Para os acompanharem na primeira parte do concerto, foram convidados os ecléticos Damn Sessions que, mais uma vez, encheram a sala com cenários Lynchianos e com os vibrados arrastados da voz quente de Pedro Pereira. Com dois trabalhos editados, o álbum homónimo em 2021 e “El Impostor” em 2023, o quinteto blues boémio está cada vez mais refinado nos seus concertos, tornando-os cinematográficos e intimistas. Do blues meio preguiçoso e ritmado, passando pelas sevilhanas enegrecidas pela bruma de vidas impustoras, e terminando num punk-gótico com pujança e uma raiva harmoniosa. Os Damn Sessions são daquelas bandas que ao vivo se transformam num imaginário tão vasto quanto diverso, mas com uma encorpada sonoridade. São momentos que nos deixam de alma aquecida, e com vontade de ouvirmos uma e outra vez.
Mas a noite era mesmo da Sara Dancer e dos Powow, que viram a sua formação consolidada em finais de 2020 com a gravação do videoclip ‘Redlands’, tema do seu primeiro EP homónimo lançado um ano depois. Em 2022 começaram a tocar ao vivo em Lisboa e nos arredores, até que na semana passada regressaram ao Tokyo para a apresentação do segundo EP, lançado em janeiro.

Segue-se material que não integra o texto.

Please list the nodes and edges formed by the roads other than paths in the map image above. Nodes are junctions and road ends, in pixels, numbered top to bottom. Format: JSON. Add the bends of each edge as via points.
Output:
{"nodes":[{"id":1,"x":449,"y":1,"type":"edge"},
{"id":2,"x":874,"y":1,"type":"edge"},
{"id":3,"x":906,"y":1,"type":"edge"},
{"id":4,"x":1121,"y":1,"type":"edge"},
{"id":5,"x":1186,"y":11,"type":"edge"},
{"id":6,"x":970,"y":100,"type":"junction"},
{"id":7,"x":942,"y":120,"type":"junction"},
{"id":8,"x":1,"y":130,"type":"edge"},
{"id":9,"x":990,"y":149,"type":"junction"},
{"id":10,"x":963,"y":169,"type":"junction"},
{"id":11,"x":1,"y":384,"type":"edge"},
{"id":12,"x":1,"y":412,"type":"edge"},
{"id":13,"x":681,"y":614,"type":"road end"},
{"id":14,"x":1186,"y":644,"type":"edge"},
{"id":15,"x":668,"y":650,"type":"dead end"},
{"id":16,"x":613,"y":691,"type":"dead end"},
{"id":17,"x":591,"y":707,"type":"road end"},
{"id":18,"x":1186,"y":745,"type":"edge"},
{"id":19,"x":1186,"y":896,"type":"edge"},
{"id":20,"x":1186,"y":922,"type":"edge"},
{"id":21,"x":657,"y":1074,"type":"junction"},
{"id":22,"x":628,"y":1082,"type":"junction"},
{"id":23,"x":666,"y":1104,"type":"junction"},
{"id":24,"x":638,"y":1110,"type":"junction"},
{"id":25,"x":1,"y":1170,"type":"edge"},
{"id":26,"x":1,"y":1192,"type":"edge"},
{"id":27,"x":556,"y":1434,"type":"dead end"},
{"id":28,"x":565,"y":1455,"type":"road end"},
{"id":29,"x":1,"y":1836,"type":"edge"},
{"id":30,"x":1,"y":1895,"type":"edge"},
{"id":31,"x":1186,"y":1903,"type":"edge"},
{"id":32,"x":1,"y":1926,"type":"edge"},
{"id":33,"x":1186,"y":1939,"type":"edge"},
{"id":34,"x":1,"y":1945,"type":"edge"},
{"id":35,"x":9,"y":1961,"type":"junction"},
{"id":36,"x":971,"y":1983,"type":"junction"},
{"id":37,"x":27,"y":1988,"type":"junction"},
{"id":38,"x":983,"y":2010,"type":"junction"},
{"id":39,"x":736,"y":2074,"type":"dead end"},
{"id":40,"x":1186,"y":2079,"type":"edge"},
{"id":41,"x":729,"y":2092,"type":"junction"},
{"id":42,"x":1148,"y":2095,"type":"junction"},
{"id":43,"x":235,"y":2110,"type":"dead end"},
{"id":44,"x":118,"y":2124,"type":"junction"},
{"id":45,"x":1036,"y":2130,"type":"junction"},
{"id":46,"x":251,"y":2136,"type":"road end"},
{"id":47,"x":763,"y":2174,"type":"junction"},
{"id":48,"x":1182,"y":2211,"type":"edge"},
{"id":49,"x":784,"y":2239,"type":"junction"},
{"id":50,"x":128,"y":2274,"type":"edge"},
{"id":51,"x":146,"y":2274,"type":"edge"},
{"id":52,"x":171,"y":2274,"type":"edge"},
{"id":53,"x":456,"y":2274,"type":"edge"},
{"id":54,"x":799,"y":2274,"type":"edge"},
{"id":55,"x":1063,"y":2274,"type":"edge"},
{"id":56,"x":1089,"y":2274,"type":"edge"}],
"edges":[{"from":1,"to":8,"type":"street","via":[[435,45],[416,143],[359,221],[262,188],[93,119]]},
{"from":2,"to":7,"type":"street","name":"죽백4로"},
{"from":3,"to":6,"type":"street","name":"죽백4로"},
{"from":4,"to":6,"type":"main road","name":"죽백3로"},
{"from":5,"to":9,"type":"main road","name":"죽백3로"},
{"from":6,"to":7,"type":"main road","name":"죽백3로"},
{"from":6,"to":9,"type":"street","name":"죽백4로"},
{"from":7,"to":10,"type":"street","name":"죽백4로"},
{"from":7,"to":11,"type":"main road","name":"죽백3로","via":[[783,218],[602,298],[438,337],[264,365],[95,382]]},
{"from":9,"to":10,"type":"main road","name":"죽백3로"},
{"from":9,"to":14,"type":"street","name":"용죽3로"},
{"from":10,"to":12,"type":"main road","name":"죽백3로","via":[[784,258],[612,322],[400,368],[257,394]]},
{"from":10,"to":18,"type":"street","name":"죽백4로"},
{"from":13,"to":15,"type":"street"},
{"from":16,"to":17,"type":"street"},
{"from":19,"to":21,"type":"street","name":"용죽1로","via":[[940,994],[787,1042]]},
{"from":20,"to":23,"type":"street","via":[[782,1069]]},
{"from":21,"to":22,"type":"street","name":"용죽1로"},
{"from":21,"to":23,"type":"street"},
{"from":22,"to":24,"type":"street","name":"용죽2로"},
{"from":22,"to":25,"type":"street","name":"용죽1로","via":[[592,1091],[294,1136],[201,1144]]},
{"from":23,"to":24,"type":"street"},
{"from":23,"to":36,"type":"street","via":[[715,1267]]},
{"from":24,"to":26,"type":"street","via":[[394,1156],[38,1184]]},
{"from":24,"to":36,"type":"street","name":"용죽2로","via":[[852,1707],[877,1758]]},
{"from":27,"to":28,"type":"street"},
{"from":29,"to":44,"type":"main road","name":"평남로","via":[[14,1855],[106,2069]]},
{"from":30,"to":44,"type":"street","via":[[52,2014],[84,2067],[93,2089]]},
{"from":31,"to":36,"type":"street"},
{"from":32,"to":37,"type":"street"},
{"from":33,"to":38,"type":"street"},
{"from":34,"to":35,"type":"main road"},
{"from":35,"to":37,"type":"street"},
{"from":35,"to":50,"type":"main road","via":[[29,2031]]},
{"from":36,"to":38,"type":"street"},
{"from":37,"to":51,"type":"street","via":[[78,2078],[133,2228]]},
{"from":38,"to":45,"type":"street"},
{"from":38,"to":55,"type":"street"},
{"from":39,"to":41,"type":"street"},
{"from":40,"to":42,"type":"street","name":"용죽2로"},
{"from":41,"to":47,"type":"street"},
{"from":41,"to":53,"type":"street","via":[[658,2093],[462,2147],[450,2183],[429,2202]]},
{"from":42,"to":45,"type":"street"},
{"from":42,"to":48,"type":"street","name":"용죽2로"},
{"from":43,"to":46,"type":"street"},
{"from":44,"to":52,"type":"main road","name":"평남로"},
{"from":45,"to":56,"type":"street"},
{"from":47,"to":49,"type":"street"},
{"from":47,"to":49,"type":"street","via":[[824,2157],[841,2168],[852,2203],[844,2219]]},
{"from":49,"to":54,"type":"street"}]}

Uma dezena de músicas, onde as quatro novas músicas deste EP foram intercalando com as mais antigas, fazendo as delícias dos amigos que se foram juntando ao longo do concerto, conseguindo assim tornar a sala confortável. As trocas das guitarras de Sara, entre elétricas e acústicas, aconteceram a meio do concerto depois do tema ‘Whole’ que, com uma base bastante assertiva da guitarra-baixo, elevou ainda mais a projeção harmoniosa da voz de Sara.
Apesar do grunge anglo saxónico injetado no espinhal dorsal, também se consegue ouvir uns resquícios de country-pop e de indie rock. Guitarra (Pedro Poceiro) e baixo (Miguel Libório) assertivos, mesmo que por vezes pareça que a guitarra está envergonhada, ambos acabam por cruzar muito bem com os acordes mais simples de Sara. Uma nota também para o baterista (Ricardo Catarina) que manteve sempre uma pose descontraída, mas muito profissional.
Os Powow são uma boa surpresa na música portuguesa atual, não só pelas camadas sonoras que conseguem colocar nos temas, como a própria composição escrita (também da Sara) é cuidada, o que faz com que a interpretação vocal nos deixe agradavelmente surpreendidos.